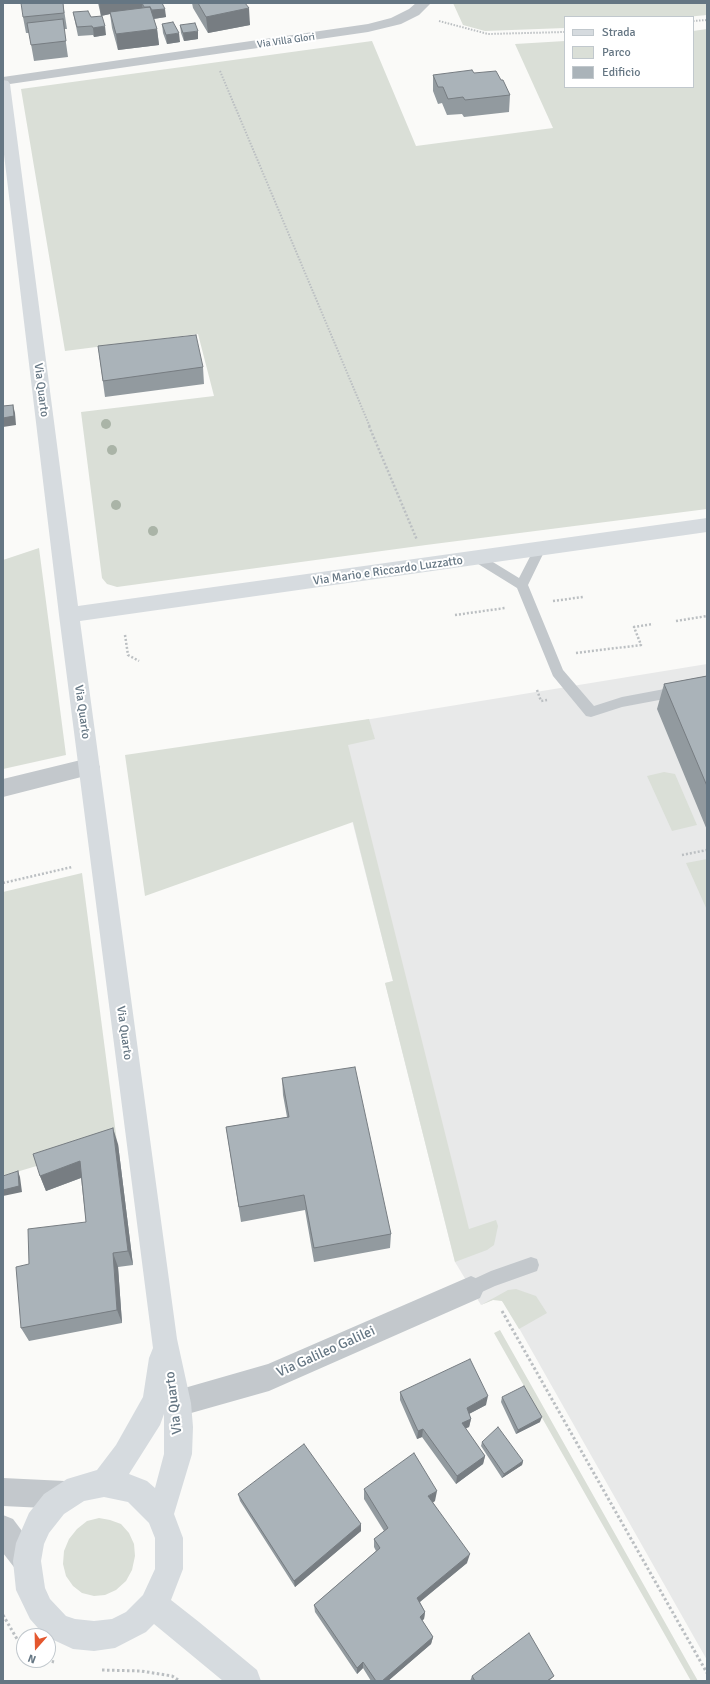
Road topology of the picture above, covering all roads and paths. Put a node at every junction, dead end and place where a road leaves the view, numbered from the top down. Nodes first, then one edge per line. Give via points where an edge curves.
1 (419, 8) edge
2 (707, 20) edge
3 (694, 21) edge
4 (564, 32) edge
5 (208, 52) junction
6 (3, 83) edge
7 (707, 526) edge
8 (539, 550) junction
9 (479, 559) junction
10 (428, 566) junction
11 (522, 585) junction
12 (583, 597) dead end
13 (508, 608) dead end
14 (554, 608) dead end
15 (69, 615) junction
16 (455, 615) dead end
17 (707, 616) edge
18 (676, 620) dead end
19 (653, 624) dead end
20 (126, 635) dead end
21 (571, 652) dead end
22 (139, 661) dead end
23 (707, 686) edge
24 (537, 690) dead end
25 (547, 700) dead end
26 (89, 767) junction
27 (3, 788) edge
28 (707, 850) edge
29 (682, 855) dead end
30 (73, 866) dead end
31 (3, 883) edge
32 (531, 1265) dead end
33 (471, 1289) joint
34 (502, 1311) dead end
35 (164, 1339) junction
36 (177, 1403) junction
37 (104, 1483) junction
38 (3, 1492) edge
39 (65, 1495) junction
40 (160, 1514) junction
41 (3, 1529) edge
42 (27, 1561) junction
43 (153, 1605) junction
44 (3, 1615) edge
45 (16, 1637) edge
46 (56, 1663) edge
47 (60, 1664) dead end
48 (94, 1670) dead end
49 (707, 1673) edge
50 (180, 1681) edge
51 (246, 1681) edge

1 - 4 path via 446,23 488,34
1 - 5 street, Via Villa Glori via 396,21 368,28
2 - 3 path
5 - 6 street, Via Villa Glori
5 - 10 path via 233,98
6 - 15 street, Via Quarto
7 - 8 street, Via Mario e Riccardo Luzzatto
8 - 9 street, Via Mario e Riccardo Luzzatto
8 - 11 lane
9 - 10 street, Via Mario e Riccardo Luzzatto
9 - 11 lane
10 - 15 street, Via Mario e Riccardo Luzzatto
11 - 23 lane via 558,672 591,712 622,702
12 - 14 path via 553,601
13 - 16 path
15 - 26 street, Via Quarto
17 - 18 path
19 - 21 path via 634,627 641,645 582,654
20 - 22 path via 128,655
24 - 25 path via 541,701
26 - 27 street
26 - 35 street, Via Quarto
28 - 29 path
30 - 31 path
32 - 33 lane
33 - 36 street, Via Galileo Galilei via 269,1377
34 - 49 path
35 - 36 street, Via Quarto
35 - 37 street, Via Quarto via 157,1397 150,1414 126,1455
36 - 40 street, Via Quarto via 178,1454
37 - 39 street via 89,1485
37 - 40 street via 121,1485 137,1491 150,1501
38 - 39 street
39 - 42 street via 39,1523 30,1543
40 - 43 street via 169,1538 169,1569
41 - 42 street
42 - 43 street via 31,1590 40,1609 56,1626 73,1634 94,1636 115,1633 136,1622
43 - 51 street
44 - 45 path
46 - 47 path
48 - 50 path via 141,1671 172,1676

WHAT YOU HAVE TO DO: Every line in the data that holds the string "Mario" should be copied.

EXERCISE ANSWER:
7 - 8 street, Via Mario e Riccardo Luzzatto
8 - 9 street, Via Mario e Riccardo Luzzatto
9 - 10 street, Via Mario e Riccardo Luzzatto
10 - 15 street, Via Mario e Riccardo Luzzatto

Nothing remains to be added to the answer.